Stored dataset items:
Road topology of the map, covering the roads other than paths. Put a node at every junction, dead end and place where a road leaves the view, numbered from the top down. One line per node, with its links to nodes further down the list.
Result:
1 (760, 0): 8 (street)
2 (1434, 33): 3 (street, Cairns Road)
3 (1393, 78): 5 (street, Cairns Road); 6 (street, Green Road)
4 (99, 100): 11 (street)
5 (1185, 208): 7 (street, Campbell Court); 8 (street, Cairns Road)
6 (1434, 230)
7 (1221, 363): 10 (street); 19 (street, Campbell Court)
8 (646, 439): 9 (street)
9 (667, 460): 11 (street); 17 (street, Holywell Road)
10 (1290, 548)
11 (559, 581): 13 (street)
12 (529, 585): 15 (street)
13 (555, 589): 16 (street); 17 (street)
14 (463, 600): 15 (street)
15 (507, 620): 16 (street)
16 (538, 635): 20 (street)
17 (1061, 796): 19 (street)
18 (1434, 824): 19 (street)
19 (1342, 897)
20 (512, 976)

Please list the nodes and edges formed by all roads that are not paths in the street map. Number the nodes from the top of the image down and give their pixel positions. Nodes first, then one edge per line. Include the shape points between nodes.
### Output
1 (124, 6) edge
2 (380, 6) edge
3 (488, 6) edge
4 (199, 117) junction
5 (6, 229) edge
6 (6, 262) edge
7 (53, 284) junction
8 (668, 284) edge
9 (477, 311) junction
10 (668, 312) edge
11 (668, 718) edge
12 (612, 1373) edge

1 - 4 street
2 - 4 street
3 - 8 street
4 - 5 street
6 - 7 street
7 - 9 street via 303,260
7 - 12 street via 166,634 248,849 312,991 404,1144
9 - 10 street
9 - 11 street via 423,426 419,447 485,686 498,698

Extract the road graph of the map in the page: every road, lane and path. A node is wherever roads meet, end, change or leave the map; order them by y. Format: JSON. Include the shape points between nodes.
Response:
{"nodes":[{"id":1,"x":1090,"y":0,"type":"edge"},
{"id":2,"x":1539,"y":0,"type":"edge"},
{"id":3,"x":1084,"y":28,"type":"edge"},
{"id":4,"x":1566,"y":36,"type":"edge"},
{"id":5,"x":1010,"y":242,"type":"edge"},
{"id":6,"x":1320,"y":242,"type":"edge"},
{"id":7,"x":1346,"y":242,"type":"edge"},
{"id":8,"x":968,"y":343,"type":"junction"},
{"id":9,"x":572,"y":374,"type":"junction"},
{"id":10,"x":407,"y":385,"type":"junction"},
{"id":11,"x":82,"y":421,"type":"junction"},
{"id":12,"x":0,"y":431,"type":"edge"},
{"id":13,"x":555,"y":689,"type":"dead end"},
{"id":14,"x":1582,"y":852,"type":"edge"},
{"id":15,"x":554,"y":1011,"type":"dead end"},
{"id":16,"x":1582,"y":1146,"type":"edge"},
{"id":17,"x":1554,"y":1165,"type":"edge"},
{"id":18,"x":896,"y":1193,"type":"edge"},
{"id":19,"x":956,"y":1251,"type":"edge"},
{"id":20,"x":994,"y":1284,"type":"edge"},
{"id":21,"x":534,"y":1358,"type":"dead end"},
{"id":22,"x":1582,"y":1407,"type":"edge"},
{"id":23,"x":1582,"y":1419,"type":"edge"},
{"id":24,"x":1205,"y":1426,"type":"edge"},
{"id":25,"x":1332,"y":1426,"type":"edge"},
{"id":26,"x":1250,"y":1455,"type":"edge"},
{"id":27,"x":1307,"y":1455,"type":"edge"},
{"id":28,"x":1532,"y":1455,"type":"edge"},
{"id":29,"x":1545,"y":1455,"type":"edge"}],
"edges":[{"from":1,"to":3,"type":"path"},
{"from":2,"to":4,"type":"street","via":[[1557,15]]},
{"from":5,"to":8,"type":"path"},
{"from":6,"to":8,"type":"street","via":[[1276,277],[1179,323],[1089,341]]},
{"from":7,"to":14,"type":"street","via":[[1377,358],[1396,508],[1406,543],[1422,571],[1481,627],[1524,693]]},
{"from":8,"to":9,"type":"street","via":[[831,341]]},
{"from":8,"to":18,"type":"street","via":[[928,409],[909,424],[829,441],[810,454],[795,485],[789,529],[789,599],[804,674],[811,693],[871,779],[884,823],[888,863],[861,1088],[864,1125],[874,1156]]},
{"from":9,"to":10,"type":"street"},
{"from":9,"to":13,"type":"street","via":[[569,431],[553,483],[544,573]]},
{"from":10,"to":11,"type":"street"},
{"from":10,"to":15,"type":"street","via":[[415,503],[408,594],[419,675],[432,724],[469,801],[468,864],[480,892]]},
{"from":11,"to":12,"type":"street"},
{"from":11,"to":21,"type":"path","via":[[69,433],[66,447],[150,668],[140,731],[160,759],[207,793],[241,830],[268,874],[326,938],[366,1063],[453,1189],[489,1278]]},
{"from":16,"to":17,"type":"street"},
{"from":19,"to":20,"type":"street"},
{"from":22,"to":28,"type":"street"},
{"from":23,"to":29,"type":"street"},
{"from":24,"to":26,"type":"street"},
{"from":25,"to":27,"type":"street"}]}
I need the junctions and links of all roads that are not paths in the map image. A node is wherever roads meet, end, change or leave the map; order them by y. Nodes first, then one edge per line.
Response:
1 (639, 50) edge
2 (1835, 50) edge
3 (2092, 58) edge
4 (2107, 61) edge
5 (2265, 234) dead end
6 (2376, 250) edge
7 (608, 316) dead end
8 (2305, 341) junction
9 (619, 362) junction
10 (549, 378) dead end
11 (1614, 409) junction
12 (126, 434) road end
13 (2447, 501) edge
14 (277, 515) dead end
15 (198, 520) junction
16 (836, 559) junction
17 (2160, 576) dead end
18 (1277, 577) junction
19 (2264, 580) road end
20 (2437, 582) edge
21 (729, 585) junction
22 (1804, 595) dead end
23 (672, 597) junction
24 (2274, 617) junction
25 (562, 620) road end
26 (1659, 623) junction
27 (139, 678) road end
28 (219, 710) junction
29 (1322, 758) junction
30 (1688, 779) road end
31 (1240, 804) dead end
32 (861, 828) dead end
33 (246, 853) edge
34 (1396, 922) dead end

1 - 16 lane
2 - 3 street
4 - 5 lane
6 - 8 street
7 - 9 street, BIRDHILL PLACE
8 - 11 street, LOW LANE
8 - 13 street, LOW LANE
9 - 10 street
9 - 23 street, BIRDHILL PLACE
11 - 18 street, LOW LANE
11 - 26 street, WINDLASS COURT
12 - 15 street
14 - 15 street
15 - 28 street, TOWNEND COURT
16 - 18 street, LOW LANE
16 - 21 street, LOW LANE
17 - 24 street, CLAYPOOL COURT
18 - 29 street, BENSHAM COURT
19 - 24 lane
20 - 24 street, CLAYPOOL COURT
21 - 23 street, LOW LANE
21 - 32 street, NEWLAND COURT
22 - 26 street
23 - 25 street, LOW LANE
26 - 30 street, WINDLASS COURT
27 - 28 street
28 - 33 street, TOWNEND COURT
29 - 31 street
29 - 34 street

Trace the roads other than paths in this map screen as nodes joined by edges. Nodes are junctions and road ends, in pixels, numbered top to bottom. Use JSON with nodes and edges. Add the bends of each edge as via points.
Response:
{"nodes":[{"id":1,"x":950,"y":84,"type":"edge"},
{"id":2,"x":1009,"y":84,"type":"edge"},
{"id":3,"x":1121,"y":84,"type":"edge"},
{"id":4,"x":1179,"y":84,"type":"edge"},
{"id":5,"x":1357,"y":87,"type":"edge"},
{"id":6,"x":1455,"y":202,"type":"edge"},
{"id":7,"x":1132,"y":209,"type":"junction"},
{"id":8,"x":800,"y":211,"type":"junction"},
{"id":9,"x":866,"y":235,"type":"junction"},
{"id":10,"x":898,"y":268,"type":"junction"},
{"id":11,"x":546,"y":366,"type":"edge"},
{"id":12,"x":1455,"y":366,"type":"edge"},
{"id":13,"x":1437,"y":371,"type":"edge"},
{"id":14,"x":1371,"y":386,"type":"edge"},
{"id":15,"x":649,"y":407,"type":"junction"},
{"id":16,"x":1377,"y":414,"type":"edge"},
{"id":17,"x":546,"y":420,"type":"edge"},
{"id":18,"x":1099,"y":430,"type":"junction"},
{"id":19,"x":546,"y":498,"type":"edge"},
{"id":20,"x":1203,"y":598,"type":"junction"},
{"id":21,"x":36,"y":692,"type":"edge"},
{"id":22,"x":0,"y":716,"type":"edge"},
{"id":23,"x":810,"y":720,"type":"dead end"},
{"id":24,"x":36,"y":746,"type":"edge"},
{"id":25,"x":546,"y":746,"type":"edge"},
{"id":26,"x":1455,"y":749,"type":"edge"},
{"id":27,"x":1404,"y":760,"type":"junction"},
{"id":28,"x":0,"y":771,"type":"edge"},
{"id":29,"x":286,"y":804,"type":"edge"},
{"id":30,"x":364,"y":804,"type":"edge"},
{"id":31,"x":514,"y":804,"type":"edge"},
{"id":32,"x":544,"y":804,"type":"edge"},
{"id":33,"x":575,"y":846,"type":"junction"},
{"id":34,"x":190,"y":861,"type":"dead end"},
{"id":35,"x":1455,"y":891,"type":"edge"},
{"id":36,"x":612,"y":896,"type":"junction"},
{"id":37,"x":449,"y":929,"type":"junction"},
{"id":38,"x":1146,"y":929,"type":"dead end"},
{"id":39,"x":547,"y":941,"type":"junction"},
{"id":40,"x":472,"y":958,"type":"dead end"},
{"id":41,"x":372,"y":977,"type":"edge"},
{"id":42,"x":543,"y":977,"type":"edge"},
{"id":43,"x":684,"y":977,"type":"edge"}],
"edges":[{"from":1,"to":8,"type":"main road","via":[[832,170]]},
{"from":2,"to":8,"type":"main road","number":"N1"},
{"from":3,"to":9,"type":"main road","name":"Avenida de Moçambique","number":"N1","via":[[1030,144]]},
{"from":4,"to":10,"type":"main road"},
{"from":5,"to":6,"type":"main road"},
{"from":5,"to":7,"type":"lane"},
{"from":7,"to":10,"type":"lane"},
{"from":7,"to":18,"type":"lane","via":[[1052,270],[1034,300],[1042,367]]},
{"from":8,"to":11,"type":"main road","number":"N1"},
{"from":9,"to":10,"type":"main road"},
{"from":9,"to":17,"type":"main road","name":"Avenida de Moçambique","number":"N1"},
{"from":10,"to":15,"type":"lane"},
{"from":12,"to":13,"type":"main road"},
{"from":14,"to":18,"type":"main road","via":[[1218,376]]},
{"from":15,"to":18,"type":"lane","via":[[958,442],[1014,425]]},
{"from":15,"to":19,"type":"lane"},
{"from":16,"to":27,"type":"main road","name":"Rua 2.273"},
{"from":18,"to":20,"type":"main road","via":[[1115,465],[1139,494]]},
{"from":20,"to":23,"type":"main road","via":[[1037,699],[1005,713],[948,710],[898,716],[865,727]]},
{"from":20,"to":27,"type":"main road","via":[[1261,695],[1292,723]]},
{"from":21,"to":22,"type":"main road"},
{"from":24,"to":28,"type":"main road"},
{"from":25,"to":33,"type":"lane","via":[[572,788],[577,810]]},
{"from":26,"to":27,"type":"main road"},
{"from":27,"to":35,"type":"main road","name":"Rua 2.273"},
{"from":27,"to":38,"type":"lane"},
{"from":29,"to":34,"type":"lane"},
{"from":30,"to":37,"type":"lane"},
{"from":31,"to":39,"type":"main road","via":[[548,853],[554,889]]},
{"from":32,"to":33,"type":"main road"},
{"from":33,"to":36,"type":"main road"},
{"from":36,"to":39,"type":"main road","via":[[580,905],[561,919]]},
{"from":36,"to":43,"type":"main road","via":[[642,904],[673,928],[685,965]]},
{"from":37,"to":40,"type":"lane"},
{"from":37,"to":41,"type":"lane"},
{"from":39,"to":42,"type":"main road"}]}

== EXERCISE PROMPT ==
Set down, word for word, each line from the top of the records above through the line with "Extract the road".

== TASK SOLUTION ==
Road topology of the map, covering the roads other than paths. Put a node at every junction, dead end and place where a road leaves the view, numbered from the top down. One line per node, with its links to nodes further down the list.
Result:
1 (760, 0): 8 (street)
2 (1434, 33): 3 (street, Cairns Road)
3 (1393, 78): 5 (street, Cairns Road); 6 (street, Green Road)
4 (99, 100): 11 (street)
5 (1185, 208): 7 (street, Campbell Court); 8 (street, Cairns Road)
6 (1434, 230)
7 (1221, 363): 10 (street); 19 (street, Campbell Court)
8 (646, 439): 9 (street)
9 (667, 460): 11 (street); 17 (street, Holywell Road)
10 (1290, 548)
11 (559, 581): 13 (street)
12 (529, 585): 15 (street)
13 (555, 589): 16 (street); 17 (street)
14 (463, 600): 15 (street)
15 (507, 620): 16 (street)
16 (538, 635): 20 (street)
17 (1061, 796): 19 (street)
18 (1434, 824): 19 (street)
19 (1342, 897)
20 (512, 976)

Please list the nodes and edges formed by all roads that are not paths in the street map. Number the nodes from the top of the image down and give their pixel positions. Nodes first, then one edge per line. Include the shape points between nodes.
### Output
1 (124, 6) edge
2 (380, 6) edge
3 (488, 6) edge
4 (199, 117) junction
5 (6, 229) edge
6 (6, 262) edge
7 (53, 284) junction
8 (668, 284) edge
9 (477, 311) junction
10 (668, 312) edge
11 (668, 718) edge
12 (612, 1373) edge

1 - 4 street
2 - 4 street
3 - 8 street
4 - 5 street
6 - 7 street
7 - 9 street via 303,260
7 - 12 street via 166,634 248,849 312,991 404,1144
9 - 10 street
9 - 11 street via 423,426 419,447 485,686 498,698

Extract the road graph of the map in the page: every road, lane and path. A node is wherever roads meet, end, change or leave the map; order them by y. Format: JSON. Include the shape points between nodes.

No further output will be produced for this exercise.